The Kid loves Caesar salads. He’s keen on salad in general, especially with lots of vinaigrette—heavy on the homemade vinegar, especially blackcurrant—and is an exemplary eater of vegetables in general, especially for an eight-year-old. But he will murder a bowl of romaine and croutons with the eggy, cheesy dressing. Of course most restaurant versions flat out suck, what with the inferior ingredients and all, so I planted extra romaine this spring in order to ensure a steady supply. Leading actor thus covered, the other components were easily secured: homemade apple/sumac vinegar, a duck egg from a nearby farm, the heel of a homemade sourdough boule, pecorino from Dancing Ewe Farm, good oil, and anchovies.

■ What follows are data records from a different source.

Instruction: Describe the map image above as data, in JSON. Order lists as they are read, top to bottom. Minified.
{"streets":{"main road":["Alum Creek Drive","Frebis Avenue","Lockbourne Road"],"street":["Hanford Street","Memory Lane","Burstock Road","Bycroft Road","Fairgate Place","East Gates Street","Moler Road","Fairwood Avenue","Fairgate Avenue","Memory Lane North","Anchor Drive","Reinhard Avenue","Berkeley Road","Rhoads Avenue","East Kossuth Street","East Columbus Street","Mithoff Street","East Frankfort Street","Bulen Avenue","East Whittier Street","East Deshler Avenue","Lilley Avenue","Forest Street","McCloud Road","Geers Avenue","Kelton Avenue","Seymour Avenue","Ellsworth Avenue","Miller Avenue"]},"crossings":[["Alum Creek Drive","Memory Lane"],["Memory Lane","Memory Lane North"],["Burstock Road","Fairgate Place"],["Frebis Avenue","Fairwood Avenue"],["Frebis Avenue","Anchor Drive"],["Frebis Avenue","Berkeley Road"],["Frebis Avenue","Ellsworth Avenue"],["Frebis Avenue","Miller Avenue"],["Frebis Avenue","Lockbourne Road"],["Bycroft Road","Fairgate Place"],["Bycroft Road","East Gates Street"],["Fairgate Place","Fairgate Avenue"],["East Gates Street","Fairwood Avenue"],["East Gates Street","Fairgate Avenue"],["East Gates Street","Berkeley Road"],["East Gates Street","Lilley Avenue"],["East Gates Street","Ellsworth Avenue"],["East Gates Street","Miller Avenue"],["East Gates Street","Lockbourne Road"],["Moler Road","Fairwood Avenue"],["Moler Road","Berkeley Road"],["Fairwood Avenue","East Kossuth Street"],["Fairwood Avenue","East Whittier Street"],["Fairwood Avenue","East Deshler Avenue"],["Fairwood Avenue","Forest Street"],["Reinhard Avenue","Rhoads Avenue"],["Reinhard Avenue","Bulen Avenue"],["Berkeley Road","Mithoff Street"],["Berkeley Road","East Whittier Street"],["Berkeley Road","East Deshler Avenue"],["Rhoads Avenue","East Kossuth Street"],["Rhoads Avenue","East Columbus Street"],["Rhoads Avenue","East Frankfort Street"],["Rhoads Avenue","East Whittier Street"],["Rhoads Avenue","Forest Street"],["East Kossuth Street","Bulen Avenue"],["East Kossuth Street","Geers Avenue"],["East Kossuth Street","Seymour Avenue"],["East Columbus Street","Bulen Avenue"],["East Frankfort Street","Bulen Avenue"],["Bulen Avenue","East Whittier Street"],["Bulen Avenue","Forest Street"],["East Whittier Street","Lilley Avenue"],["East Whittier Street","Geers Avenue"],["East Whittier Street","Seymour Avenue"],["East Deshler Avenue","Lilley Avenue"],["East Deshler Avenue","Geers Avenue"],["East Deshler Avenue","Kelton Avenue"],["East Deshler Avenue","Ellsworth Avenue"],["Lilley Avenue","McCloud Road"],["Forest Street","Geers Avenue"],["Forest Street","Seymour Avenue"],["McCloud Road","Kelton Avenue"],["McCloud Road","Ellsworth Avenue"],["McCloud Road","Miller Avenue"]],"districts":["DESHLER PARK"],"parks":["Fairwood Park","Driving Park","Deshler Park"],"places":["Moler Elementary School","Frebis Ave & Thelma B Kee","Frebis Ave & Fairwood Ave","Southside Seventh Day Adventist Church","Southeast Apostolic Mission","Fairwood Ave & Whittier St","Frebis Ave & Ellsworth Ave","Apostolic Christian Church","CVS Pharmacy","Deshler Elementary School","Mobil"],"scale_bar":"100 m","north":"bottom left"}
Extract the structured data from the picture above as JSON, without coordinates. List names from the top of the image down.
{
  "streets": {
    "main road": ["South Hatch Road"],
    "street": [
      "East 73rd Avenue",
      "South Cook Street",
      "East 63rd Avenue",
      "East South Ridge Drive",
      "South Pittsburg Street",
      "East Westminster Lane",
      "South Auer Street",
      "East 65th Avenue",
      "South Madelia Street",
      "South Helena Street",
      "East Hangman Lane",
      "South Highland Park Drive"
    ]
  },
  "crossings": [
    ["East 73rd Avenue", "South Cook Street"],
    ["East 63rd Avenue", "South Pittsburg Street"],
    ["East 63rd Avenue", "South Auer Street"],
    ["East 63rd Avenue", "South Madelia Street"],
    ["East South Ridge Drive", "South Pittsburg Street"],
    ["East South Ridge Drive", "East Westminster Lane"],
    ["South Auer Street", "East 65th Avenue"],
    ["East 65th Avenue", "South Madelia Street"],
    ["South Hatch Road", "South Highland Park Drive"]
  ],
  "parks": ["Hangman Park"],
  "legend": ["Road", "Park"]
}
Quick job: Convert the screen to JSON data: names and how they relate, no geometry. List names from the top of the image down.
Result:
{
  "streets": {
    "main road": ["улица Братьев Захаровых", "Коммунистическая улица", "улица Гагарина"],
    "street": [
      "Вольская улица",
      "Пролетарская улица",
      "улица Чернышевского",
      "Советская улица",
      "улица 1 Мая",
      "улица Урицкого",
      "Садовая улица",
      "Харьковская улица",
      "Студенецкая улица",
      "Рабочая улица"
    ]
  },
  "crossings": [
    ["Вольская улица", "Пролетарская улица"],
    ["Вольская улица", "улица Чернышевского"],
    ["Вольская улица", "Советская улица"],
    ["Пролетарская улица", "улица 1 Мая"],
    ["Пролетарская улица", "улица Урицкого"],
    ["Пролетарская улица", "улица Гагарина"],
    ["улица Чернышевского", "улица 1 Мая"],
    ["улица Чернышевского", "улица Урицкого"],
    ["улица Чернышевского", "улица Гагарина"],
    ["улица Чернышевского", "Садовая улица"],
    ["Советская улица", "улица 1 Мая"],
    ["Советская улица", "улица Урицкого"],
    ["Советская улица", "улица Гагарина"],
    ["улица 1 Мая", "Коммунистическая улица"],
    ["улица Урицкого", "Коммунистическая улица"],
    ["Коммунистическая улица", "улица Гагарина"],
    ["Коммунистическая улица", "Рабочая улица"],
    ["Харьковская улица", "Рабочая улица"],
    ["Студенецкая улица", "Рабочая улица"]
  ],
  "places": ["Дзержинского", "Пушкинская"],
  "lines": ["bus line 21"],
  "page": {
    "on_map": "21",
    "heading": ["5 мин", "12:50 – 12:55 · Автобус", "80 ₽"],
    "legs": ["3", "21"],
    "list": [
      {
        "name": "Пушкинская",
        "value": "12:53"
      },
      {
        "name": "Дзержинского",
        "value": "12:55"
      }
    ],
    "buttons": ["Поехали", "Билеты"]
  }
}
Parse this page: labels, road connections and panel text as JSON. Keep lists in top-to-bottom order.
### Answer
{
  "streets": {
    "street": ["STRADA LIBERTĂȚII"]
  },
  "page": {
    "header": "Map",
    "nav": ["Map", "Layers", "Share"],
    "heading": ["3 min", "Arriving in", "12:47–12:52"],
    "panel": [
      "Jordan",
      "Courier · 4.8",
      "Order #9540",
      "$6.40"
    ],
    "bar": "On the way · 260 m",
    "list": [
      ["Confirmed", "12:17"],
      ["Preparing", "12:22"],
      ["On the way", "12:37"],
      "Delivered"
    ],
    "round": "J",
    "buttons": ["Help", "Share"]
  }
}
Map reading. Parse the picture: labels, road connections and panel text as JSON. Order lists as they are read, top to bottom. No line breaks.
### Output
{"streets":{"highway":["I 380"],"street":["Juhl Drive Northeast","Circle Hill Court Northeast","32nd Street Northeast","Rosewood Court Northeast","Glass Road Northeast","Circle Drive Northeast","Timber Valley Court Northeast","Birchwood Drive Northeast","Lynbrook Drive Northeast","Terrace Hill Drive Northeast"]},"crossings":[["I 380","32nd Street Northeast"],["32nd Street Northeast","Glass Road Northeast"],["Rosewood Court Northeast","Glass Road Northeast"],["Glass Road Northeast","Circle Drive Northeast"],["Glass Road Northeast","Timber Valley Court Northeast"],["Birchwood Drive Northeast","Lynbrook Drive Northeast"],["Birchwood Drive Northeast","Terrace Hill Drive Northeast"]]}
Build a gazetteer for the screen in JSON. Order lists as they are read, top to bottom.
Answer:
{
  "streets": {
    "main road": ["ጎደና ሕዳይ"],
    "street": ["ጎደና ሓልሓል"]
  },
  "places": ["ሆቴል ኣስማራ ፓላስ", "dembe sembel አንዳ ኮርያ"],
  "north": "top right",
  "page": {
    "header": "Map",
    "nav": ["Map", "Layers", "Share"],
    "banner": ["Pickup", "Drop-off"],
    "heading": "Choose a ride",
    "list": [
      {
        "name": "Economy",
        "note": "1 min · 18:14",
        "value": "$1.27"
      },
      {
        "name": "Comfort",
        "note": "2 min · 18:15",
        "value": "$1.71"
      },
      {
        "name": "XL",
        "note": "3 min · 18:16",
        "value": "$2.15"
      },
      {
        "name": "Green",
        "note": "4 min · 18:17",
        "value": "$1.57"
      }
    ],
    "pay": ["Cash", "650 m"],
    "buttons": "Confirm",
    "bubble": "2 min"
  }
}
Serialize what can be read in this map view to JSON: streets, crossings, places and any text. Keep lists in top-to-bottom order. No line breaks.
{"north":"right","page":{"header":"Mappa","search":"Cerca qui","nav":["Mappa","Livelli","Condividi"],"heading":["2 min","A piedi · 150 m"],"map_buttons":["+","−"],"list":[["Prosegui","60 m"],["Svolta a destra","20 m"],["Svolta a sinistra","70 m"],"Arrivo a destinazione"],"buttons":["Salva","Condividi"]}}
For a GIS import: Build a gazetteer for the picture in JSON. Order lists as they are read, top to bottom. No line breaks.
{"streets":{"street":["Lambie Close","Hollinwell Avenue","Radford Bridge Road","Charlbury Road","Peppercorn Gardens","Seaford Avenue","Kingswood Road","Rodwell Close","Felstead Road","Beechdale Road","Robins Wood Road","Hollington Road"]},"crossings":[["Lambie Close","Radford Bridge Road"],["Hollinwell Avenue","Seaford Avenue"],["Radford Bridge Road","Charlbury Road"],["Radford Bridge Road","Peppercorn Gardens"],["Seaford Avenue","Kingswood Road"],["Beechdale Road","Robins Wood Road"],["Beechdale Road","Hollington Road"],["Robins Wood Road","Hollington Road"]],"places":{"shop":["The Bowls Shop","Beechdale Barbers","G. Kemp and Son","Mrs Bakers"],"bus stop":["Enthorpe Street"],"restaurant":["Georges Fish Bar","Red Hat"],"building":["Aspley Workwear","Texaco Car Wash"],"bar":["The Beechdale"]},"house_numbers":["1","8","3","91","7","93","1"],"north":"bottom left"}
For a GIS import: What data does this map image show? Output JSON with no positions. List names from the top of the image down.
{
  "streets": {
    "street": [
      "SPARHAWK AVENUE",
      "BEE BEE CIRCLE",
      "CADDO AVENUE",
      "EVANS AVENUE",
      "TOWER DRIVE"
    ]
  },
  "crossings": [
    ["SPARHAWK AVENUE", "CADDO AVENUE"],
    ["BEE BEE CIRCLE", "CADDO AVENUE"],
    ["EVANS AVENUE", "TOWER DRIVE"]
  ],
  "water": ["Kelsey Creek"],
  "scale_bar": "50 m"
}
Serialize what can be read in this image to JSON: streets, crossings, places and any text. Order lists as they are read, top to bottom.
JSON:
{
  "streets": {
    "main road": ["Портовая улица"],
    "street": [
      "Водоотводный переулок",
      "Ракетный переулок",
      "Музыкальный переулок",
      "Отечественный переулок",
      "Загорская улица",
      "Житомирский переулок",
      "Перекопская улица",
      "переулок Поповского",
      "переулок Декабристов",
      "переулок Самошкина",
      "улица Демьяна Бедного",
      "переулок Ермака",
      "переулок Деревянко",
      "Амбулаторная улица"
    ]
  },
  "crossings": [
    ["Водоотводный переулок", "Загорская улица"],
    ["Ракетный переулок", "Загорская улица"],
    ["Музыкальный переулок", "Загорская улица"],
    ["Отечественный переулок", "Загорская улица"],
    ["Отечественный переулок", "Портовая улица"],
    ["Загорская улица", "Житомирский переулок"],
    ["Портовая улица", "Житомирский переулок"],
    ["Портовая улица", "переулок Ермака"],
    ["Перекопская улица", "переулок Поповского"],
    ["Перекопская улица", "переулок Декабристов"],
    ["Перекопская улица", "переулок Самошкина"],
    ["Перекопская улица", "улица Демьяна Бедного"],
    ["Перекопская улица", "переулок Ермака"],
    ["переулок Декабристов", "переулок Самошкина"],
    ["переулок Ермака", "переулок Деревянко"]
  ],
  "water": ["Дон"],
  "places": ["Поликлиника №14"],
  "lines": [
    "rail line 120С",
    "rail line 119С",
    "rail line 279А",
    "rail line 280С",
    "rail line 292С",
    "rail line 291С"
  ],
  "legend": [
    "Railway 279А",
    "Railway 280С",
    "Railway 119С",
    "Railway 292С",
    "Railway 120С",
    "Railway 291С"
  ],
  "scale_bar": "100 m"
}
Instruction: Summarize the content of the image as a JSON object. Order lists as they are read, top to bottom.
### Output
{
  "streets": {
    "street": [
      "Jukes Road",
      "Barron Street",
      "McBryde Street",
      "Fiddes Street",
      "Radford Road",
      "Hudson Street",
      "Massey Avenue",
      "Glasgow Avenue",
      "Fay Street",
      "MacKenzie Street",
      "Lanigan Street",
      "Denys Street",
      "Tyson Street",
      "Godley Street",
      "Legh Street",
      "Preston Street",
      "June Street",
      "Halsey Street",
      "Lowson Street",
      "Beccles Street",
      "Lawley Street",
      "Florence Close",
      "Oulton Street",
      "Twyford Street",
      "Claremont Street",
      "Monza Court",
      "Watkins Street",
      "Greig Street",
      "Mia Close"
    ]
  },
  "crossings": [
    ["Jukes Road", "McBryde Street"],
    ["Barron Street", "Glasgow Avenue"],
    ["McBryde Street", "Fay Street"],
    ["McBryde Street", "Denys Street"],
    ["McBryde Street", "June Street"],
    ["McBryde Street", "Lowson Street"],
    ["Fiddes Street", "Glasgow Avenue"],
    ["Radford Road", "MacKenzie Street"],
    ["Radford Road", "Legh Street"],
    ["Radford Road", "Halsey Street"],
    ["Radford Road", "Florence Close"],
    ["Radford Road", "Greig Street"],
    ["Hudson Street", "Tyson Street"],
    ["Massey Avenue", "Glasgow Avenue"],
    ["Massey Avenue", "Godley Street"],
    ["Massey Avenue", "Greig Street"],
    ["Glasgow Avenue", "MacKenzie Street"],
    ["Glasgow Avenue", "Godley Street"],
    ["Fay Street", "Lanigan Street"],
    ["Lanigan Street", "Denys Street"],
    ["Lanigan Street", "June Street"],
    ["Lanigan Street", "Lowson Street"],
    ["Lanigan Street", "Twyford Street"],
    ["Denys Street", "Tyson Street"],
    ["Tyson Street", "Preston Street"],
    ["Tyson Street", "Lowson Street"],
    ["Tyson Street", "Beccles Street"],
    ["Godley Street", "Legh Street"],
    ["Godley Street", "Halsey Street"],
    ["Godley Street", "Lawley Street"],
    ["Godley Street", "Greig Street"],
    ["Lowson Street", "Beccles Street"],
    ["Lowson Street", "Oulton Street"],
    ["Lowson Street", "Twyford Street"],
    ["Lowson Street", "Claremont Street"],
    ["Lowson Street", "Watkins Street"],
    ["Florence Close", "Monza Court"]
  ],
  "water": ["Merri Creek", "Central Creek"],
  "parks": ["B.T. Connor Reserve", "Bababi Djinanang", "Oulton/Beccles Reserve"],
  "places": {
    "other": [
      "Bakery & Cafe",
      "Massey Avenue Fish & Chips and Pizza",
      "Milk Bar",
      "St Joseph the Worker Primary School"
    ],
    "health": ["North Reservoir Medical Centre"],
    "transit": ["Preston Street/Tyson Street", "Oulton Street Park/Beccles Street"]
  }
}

Lettuce tastes best when it’s just cut. We’ve had epic amounts of rain recently, so the garden is exploding faster than we can eat it. You can’t judge the scale so well in the picture, but that head is almost 18″ high. I ran out to grab this right before we sat down to eat, and gave it only a cursory rinse since the rain had done such a good job. The rinsing is more for errant slugs than anything else.
I cubed the bread and let it brown in the skillet with olive oil, shaking and tossing it from time to time to color as many of the six sides as possible. I add salt and toss them right before serving, sometimes with garlic powder and smoked paprika as well, and/or finely minced herbs. These were plain.
The original used Worcestershire sauce, but I like anchovies. Fish sauce is also great in this. The dressing, though allegedly accidental, makes perfect sense: a vinaigrette, made extra thick with egg yolk, plus two potently umami-laden additions in the form of parmesan and fermented fish. Classic peasant pantry technology, made memorable by the table-side tossing. This dressing was an egg yolk, a few anchovies, lots of vinegar (the sumac has a nice citrusy note that makes it a good lemon substitute), some oil, salt, pepper, and copious gratings of the cheese, all beaten vigorously together to emulsify it and break up the fish. Sometimes I grind it smooth in the suribachi, but often I like little chunks of fish.
There are all sorts of fancy platings that can be done, especially involving whole leaves, but there’s a not insignificant satisfaction to tossing it all together as in the original version and mounding glossy, jumbled piles of it on plates. And when nearly everything in it is homemade or from nearby, the tired cliché evaporates; it’s possible to imagine yourself in San Diego in 1924, eating the first one, and marveling at how good it is.